Stored items:
════

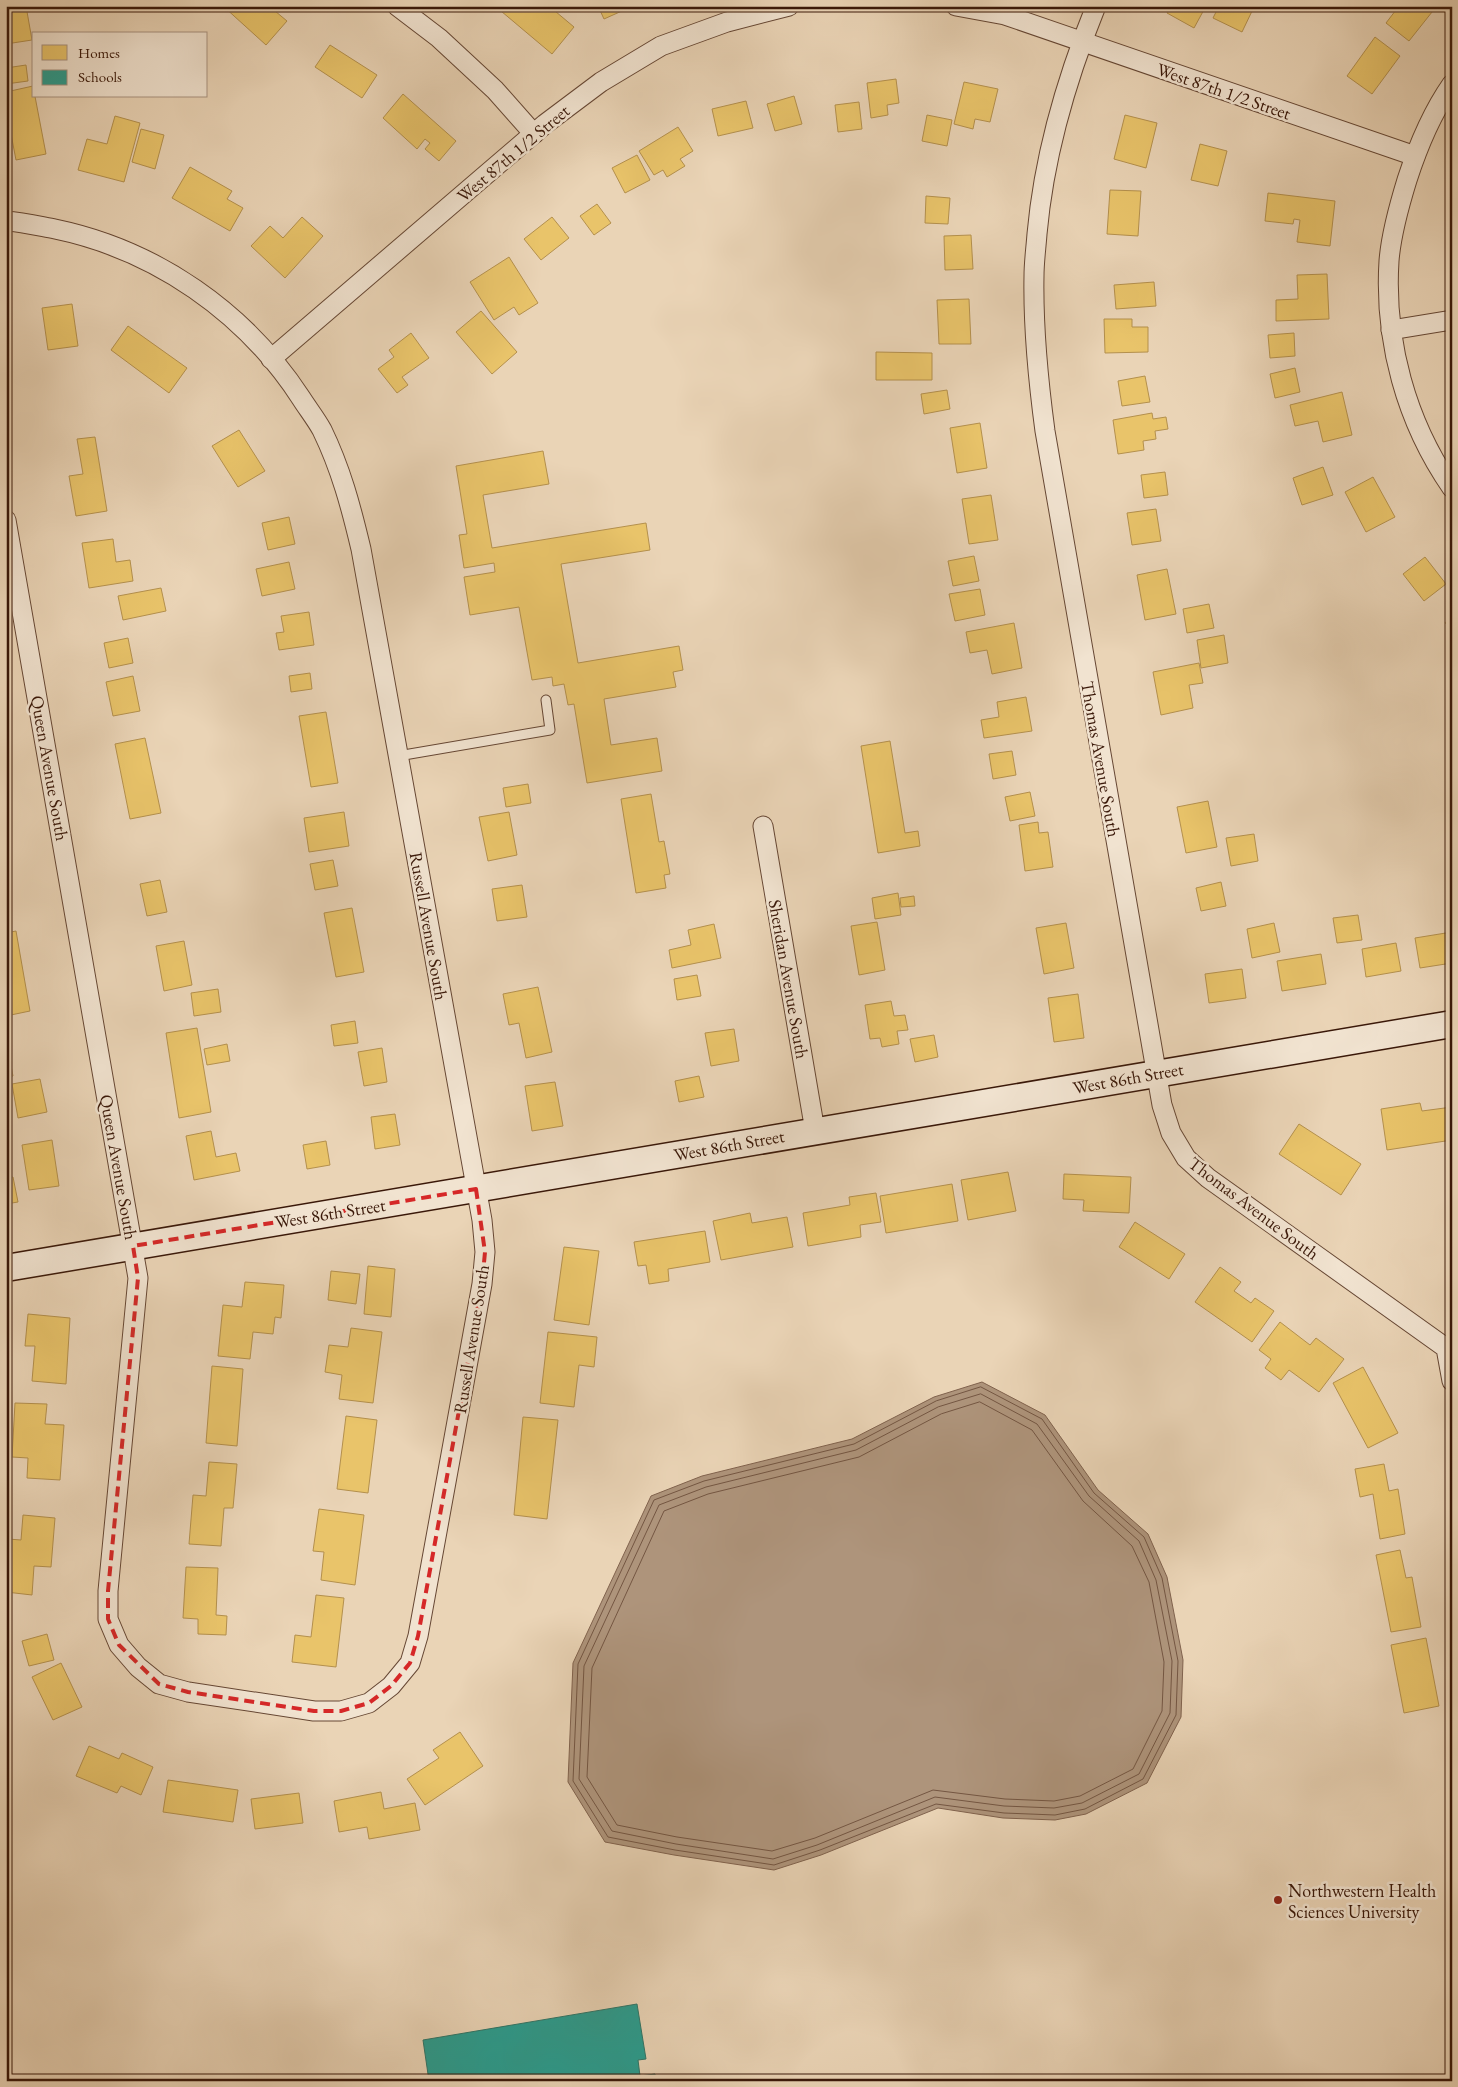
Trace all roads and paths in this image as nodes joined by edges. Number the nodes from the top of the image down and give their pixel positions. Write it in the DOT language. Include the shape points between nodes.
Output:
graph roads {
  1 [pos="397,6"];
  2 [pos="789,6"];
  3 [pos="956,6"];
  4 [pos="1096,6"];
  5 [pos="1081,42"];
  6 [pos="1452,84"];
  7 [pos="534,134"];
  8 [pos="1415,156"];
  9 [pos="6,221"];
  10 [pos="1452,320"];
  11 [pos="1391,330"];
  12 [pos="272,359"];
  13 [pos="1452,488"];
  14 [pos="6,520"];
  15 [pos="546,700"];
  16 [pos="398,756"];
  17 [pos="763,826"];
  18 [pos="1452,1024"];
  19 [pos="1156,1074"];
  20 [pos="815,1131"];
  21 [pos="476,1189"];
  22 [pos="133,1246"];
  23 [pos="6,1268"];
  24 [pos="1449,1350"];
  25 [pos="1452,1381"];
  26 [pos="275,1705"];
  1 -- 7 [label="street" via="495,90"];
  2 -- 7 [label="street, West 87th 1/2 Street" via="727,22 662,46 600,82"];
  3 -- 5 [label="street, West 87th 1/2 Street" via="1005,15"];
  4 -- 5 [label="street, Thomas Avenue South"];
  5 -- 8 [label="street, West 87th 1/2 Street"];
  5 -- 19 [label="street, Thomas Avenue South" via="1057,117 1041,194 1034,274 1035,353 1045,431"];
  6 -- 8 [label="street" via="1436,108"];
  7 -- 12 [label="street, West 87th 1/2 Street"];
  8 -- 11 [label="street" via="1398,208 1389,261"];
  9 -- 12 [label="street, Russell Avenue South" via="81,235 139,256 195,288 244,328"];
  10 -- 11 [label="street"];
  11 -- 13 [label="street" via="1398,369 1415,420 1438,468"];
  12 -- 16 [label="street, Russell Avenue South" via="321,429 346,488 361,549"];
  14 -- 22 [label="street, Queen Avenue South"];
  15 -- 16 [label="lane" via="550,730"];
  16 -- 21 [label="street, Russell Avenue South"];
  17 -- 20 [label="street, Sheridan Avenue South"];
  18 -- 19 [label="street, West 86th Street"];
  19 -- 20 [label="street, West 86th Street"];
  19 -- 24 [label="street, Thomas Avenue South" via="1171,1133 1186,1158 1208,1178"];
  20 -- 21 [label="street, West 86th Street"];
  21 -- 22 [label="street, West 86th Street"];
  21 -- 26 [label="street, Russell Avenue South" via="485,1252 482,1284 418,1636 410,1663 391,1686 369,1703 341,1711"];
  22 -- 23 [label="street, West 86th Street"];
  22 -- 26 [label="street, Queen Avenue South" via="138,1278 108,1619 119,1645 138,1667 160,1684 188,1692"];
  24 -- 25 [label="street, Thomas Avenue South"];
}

════

Your task: Go through the entries and return each line where the word "Russell" occurs.

Exercise solution:
  9 -- 12 [label="street, Russell Avenue South" via="81,235 139,256 195,288 244,328"];
  12 -- 16 [label="street, Russell Avenue South" via="321,429 346,488 361,549"];
  16 -- 21 [label="street, Russell Avenue South"];
  21 -- 26 [label="street, Russell Avenue South" via="485,1252 482,1284 418,1636 410,1663 391,1686 369,1703 341,1711"];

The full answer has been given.